= What the task asks =
Each line of the listing below containing the word "Teniente" should be returned.

------------------------------------------------------------------------

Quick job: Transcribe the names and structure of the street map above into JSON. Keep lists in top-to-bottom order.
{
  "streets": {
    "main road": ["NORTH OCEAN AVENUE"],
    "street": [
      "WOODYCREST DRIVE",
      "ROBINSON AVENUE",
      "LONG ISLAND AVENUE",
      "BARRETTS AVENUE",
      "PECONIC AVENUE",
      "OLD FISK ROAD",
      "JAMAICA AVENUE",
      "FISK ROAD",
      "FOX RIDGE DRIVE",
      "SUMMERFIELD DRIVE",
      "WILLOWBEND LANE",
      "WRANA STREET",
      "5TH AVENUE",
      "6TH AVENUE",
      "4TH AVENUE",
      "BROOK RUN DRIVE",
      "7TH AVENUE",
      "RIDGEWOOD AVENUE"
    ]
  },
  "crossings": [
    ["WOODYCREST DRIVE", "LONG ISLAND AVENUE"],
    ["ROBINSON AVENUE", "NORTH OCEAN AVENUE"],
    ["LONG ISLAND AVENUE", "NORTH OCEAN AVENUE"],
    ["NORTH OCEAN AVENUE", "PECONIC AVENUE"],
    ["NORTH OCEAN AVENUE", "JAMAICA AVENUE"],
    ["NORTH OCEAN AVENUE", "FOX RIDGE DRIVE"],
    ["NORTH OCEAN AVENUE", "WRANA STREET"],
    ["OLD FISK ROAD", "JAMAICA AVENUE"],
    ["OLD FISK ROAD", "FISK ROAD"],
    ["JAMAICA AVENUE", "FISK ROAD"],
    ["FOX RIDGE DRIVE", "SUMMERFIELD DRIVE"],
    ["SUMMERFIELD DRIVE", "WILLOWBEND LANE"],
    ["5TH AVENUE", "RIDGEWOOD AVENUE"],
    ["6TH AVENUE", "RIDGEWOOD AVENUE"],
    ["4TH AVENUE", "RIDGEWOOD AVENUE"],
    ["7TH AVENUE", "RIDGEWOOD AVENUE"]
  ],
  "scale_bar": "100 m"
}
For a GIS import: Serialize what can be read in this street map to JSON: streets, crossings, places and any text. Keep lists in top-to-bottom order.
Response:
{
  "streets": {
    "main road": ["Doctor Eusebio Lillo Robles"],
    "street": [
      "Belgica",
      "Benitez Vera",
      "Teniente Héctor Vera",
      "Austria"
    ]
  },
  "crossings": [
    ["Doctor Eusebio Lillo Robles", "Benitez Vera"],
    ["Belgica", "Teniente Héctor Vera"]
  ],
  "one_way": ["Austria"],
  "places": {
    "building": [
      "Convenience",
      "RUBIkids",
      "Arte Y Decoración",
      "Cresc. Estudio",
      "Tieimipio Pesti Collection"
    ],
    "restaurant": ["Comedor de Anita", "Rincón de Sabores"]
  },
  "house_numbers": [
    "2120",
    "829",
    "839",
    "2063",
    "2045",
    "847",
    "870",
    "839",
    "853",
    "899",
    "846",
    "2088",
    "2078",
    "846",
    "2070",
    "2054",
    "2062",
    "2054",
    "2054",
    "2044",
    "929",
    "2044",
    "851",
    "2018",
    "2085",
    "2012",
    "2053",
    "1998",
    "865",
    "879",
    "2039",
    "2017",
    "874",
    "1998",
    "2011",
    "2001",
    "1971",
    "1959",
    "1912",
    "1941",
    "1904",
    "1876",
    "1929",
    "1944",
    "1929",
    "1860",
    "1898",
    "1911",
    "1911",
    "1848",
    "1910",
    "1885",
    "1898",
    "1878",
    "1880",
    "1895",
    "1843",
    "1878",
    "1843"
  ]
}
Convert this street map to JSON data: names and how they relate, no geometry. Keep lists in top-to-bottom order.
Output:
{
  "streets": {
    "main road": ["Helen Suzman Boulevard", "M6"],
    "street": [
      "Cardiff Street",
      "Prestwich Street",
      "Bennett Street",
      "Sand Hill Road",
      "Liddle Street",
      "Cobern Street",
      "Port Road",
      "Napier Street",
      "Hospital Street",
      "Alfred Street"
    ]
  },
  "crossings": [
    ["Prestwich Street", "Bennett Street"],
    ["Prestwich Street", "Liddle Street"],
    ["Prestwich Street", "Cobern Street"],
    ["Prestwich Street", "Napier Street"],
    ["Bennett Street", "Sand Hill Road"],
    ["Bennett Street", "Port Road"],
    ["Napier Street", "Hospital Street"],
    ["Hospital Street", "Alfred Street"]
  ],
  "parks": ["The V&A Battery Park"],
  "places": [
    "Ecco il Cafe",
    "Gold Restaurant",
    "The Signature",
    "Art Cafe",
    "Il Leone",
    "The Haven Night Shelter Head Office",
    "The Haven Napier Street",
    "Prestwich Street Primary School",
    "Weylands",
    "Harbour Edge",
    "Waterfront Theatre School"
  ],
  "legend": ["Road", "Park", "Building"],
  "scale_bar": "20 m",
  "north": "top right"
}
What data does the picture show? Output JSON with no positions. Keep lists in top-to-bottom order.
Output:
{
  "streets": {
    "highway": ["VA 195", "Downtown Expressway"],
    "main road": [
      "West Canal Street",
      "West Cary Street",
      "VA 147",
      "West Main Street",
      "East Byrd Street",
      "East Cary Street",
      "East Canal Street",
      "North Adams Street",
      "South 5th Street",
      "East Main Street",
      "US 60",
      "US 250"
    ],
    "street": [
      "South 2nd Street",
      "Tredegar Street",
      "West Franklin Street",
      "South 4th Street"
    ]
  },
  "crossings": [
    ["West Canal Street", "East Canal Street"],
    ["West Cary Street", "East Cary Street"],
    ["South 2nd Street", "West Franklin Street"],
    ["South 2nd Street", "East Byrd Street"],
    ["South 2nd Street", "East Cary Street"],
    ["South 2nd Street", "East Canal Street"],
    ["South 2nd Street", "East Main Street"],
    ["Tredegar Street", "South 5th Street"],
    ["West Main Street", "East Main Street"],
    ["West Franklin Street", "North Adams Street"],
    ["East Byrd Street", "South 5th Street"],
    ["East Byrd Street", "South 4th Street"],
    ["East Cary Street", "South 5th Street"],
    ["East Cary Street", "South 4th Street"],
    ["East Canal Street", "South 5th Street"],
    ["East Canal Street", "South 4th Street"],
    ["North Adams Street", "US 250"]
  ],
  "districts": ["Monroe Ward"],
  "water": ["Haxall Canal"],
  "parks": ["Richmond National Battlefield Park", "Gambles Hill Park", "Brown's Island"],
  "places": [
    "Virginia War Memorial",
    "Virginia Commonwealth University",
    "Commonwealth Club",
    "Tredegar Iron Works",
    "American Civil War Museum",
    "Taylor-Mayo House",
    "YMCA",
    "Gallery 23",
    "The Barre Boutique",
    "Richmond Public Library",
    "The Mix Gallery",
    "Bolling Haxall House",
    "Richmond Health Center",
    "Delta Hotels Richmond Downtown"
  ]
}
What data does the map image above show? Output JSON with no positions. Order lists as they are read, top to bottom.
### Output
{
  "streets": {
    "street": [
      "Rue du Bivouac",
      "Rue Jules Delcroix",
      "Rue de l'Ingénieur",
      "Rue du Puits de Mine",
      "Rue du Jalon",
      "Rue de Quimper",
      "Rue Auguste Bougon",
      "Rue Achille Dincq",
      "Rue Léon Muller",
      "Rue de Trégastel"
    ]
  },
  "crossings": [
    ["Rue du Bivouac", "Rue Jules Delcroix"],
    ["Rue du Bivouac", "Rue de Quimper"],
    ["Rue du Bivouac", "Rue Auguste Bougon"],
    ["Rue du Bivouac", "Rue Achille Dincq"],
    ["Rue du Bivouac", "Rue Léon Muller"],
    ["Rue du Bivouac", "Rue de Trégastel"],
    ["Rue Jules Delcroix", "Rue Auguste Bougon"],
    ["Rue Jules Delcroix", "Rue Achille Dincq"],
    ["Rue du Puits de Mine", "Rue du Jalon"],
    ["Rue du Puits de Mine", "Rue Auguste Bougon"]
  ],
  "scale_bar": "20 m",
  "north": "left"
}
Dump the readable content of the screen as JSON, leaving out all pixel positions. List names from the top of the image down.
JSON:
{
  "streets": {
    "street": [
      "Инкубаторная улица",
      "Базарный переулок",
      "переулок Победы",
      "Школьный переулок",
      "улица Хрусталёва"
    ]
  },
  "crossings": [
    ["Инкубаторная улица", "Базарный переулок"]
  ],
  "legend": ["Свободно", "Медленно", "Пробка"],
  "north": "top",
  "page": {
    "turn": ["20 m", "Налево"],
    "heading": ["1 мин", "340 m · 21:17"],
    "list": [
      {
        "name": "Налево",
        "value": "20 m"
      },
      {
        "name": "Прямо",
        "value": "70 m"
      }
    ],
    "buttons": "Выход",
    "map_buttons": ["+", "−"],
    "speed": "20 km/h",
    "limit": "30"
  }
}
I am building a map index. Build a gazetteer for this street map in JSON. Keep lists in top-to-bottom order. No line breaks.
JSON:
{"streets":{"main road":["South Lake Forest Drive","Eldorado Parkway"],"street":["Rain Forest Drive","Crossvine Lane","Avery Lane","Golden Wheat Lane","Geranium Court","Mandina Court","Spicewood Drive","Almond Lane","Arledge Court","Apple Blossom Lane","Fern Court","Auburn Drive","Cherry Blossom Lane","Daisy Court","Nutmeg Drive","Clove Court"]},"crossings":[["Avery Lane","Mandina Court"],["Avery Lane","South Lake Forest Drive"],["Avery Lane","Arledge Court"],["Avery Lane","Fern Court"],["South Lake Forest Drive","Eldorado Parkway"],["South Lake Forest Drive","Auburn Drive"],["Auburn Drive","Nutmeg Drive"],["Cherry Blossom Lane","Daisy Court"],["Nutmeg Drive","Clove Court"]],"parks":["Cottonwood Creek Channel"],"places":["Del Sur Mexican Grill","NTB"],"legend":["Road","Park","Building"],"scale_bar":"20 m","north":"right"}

------------------------------------------------------------------------

= Exercise result =
      "Teniente Héctor Vera",
    ["Belgica", "Teniente Héctor Vera"]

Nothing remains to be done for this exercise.